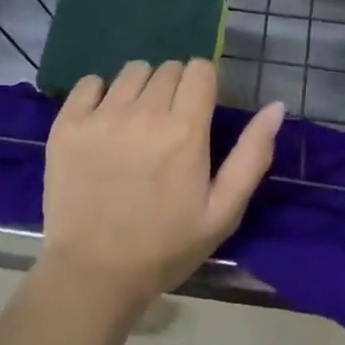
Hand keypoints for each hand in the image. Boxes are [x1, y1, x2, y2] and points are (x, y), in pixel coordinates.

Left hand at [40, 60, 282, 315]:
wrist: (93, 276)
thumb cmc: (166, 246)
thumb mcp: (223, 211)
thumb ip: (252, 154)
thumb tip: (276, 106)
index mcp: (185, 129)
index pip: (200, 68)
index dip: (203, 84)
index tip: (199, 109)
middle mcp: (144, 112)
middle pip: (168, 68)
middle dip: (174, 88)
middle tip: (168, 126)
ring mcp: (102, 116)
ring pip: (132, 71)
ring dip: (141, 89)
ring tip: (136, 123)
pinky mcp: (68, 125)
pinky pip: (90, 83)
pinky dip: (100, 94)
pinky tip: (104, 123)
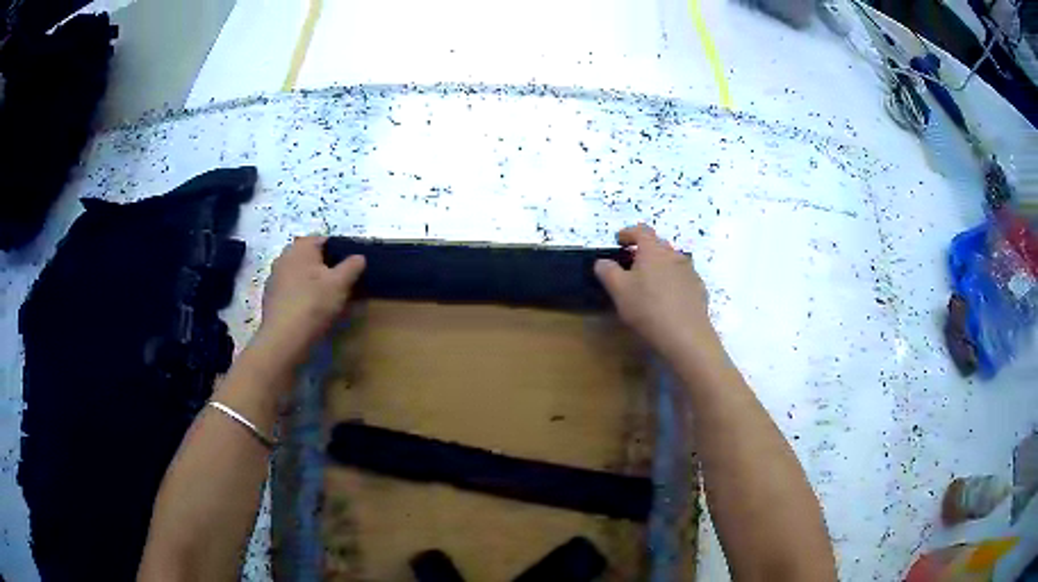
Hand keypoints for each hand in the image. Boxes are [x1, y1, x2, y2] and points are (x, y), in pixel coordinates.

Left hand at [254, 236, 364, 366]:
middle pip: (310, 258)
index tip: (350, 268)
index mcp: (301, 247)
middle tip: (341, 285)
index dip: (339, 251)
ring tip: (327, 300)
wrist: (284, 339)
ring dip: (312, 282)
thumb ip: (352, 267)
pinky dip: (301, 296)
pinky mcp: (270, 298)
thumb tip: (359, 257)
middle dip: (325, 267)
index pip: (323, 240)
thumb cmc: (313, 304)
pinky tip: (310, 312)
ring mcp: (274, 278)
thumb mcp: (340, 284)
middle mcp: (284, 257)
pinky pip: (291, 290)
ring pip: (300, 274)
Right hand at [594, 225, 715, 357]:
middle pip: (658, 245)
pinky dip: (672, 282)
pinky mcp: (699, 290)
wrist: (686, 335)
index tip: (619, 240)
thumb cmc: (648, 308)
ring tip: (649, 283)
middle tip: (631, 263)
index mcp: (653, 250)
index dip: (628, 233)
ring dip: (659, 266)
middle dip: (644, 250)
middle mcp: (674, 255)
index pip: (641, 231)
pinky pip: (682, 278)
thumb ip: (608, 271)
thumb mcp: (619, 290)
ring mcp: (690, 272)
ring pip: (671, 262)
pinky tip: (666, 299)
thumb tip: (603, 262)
===
### What to work on
Exclude the images and output the lines above exactly.

### Exercise response
Hand keypoints for each hand in the image. Boxes are [x1, y1, x2, y2] and points are (x, y), in pixel coordinates.

Left hand at [40, 60, 282, 315]:
wrist: (93, 276)
thumb cmc: (166, 246)
thumb mcp: (223, 211)
thumb ip: (252, 154)
thumb tip: (276, 106)
index mcp: (185, 129)
index pip: (200, 68)
index dip: (203, 84)
index tip: (199, 109)
middle mcp: (144, 112)
middle pip: (168, 68)
middle dip: (174, 88)
middle tip: (168, 126)
ring mcp: (102, 116)
ring pip: (132, 71)
ring dip: (141, 89)
ring tip: (136, 123)
pinky mcp: (68, 125)
pinky pip: (90, 83)
pinky dip: (100, 94)
pinky tip: (104, 123)
Hand keypoints for each hand in the image. Boxes are [x1, y1, x2, y2] and points are (x, y), in pixel coordinates.

Left hand at [254, 236, 364, 366]:
middle pip: (310, 258)
index tip: (350, 268)
index mcp: (301, 247)
middle tip: (341, 285)
index dip: (339, 251)
ring tip: (327, 300)
wrist: (284, 339)
ring dip: (312, 282)
thumb ip: (352, 267)
pinky dip: (301, 296)
pinky mcp: (270, 298)
thumb tip: (359, 257)
middle dip: (325, 267)
index pip: (323, 240)
thumb cmc: (313, 304)
pinky tip: (310, 312)
ring mcp: (274, 278)
thumb mcp: (340, 284)
middle mcp: (284, 257)
pinky pip: (291, 290)
ring pip: (300, 274)
Right hand at [594, 225, 715, 357]:
middle pip: (658, 245)
pinky dip: (672, 282)
pinky mcp: (699, 290)
wrist: (686, 335)
index tip: (619, 240)
thumb cmc: (648, 308)
ring tip: (649, 283)
middle tip: (631, 263)
index mcp: (653, 250)
index dip: (628, 233)
ring dip: (659, 266)
middle dip: (644, 250)
middle mcp: (674, 255)
index pip: (641, 231)
pinky pip: (682, 278)
thumb ip: (608, 271)
thumb mcp: (619, 290)
ring mcp: (690, 272)
ring pip: (671, 262)
pinky tip: (666, 299)
thumb tip: (603, 262)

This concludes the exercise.